■ **Material supplied**
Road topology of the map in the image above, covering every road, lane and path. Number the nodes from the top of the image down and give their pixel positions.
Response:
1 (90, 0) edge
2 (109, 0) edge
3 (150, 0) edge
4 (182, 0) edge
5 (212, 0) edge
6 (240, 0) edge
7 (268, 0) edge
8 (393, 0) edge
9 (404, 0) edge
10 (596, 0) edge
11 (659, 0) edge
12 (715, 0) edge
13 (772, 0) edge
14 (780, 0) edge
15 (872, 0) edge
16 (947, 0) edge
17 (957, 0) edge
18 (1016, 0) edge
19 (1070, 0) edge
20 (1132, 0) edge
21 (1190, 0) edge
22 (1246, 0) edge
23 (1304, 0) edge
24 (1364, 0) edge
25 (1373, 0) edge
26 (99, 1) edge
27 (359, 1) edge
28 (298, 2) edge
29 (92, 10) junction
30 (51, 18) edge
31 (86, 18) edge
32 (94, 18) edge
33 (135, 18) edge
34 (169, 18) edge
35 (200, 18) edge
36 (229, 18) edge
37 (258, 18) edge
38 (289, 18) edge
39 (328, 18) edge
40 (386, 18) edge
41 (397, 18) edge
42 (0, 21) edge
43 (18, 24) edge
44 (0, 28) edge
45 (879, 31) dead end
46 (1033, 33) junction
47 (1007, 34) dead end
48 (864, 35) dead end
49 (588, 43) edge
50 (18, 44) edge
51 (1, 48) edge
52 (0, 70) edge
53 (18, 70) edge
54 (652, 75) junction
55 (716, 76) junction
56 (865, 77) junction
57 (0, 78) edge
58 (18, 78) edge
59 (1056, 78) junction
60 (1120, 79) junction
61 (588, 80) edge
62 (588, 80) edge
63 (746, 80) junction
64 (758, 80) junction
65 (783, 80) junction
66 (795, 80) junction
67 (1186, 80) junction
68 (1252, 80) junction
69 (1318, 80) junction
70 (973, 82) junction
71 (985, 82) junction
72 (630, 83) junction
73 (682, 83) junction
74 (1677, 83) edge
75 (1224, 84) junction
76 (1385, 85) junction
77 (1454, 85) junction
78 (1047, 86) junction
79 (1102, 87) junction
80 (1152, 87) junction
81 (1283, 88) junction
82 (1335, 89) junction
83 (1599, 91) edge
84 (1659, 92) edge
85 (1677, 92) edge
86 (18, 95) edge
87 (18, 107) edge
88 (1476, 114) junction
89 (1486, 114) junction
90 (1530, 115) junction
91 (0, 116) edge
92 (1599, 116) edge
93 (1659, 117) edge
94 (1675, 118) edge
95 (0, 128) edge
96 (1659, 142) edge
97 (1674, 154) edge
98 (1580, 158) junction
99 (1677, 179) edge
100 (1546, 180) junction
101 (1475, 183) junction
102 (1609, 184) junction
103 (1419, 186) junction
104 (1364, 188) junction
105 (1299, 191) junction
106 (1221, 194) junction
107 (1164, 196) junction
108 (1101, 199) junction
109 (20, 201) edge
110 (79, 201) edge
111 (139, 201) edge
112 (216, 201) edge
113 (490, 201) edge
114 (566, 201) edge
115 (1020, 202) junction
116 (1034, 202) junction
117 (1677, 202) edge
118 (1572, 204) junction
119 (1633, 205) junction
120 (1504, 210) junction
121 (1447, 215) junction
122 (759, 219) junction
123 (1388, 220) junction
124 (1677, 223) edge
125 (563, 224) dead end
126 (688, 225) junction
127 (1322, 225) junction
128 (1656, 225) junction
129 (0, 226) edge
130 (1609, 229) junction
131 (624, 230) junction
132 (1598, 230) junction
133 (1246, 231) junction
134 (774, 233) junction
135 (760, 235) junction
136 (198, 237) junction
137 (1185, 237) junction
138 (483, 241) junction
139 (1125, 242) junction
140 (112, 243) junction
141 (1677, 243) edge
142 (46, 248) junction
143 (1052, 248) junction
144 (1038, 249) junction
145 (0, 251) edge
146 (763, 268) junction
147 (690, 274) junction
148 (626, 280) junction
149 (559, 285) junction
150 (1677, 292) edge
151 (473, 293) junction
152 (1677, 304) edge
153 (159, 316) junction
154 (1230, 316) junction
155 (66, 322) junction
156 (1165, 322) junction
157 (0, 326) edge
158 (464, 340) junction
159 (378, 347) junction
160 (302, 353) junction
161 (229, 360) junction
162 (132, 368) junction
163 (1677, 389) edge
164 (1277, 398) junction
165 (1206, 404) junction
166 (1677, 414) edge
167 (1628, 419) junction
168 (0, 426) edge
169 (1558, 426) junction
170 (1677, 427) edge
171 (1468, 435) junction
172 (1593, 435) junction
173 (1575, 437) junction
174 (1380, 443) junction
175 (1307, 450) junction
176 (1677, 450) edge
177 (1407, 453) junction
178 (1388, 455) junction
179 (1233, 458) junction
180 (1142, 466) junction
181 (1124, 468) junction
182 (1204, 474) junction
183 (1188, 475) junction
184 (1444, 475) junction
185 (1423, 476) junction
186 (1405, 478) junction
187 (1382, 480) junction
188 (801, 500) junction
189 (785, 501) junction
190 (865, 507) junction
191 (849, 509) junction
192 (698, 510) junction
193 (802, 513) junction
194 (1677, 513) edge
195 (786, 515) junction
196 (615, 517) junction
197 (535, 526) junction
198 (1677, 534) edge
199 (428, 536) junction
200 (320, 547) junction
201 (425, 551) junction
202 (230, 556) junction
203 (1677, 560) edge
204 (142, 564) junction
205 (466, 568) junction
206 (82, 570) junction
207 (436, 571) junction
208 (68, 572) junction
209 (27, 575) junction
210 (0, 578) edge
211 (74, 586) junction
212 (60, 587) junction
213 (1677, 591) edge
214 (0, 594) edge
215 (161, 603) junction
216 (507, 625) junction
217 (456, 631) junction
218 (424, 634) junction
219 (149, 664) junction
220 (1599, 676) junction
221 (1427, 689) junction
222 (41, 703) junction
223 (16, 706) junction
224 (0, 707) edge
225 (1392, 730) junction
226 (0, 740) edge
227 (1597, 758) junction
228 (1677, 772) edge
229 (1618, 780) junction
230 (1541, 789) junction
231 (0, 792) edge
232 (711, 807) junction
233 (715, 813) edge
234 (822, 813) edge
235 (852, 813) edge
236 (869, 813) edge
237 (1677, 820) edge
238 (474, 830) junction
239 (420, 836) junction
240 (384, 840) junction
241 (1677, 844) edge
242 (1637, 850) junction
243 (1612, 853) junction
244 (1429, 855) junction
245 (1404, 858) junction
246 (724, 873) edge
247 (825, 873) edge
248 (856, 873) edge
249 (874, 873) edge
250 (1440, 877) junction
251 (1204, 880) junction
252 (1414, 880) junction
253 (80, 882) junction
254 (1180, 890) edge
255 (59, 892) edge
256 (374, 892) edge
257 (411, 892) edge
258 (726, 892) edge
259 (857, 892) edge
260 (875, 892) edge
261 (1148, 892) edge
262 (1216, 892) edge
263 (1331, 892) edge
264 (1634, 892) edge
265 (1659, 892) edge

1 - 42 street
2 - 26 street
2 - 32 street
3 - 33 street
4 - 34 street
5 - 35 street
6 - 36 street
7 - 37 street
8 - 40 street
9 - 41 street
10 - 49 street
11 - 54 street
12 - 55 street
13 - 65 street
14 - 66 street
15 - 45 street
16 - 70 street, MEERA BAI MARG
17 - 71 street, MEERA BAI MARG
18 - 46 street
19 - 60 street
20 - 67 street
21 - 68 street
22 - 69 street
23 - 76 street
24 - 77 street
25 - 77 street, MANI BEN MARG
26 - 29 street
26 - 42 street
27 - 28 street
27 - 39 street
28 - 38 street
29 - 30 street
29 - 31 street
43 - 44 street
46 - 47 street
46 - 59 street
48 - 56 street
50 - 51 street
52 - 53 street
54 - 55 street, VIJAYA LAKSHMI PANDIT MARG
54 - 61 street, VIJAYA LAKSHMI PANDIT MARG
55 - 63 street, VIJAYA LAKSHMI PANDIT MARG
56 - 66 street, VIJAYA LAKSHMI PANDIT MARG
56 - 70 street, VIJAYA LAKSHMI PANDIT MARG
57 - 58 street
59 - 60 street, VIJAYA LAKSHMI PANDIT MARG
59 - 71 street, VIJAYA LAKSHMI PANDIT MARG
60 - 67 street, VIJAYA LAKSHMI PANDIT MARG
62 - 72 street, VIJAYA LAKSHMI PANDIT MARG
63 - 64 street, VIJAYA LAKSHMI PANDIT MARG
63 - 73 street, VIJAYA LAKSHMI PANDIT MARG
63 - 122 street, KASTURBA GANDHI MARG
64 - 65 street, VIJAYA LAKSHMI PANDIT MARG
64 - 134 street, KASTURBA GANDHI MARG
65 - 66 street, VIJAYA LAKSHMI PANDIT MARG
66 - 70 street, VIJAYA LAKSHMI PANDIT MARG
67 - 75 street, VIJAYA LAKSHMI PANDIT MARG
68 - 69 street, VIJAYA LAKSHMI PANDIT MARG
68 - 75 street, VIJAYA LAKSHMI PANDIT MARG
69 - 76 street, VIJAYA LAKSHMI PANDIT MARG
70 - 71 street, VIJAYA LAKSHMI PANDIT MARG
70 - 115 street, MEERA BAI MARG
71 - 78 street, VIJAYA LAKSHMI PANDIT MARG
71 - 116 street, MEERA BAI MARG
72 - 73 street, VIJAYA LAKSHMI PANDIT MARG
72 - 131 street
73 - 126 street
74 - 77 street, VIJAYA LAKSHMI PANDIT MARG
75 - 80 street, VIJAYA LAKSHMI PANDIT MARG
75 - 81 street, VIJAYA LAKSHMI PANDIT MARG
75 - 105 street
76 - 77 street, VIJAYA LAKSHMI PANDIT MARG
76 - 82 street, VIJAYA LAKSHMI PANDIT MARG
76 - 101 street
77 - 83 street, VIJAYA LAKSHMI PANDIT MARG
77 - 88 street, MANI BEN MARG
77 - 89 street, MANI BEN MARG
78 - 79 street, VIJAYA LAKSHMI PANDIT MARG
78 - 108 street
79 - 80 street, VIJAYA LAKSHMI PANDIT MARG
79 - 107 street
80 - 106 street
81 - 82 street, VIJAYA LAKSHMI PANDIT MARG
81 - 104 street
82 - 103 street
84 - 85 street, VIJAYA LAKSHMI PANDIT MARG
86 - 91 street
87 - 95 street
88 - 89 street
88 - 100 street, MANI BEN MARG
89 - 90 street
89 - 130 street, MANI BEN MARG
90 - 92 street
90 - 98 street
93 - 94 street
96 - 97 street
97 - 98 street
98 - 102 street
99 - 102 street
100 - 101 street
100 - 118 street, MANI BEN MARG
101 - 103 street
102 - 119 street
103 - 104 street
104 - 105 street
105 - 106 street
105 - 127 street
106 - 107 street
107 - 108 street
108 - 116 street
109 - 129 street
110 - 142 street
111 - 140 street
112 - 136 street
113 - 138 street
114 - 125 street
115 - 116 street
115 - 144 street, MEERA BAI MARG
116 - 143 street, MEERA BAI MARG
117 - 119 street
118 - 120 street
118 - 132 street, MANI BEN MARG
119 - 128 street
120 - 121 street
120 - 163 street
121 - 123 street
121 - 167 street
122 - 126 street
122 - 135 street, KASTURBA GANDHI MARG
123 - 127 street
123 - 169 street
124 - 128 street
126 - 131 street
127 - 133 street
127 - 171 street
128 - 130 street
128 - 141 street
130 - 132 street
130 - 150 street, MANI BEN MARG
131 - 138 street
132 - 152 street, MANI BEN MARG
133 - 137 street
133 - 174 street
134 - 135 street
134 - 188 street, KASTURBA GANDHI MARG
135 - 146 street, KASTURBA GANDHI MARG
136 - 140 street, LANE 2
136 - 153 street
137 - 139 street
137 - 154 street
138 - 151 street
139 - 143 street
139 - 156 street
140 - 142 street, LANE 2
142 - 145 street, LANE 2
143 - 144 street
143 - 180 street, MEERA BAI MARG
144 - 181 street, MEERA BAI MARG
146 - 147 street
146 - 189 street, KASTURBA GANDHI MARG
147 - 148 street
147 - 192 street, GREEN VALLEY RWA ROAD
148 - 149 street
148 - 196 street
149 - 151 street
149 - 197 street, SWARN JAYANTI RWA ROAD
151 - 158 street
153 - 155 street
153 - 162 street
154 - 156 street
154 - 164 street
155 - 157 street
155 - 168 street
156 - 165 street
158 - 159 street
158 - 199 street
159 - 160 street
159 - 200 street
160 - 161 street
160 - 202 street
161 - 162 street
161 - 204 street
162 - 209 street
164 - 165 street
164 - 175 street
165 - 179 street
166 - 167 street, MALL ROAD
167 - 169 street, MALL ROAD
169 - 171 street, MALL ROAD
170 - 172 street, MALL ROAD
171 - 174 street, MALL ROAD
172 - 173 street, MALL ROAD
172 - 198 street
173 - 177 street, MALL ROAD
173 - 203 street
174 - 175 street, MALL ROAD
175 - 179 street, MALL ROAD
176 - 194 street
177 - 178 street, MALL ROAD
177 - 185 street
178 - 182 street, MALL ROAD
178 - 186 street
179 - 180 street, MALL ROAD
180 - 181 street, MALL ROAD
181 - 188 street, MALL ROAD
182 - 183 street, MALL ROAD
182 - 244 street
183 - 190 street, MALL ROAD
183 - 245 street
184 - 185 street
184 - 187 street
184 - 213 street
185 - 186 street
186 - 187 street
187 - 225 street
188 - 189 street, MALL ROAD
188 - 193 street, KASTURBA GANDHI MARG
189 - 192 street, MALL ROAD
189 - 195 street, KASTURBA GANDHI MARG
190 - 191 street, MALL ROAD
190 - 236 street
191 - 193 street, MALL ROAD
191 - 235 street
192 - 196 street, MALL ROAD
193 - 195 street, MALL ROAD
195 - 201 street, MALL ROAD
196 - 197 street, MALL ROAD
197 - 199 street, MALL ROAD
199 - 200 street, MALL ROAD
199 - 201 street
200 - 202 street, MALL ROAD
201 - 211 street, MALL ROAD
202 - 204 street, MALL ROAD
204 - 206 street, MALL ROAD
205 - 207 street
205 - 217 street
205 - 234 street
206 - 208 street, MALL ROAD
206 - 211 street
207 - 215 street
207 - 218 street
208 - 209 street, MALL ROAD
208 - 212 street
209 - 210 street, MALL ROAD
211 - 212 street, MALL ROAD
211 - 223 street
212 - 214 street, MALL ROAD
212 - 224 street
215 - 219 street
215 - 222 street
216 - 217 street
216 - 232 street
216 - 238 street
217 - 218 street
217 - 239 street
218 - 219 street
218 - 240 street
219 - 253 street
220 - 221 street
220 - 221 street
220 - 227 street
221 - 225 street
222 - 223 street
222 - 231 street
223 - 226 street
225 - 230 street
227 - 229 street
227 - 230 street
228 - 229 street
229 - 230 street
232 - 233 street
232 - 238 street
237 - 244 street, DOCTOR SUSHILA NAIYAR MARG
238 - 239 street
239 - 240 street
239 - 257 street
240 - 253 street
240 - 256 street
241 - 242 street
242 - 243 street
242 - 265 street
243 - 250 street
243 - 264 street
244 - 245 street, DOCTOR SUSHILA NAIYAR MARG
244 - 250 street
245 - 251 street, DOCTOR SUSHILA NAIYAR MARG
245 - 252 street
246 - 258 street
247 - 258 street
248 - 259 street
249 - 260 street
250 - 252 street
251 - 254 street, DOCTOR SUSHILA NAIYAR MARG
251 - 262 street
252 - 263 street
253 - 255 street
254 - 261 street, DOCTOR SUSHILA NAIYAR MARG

■ **What to do**
Tell how many lines of the entries above include "dead". The answer should be the number and nothing more.

■ **Completed exercise**
4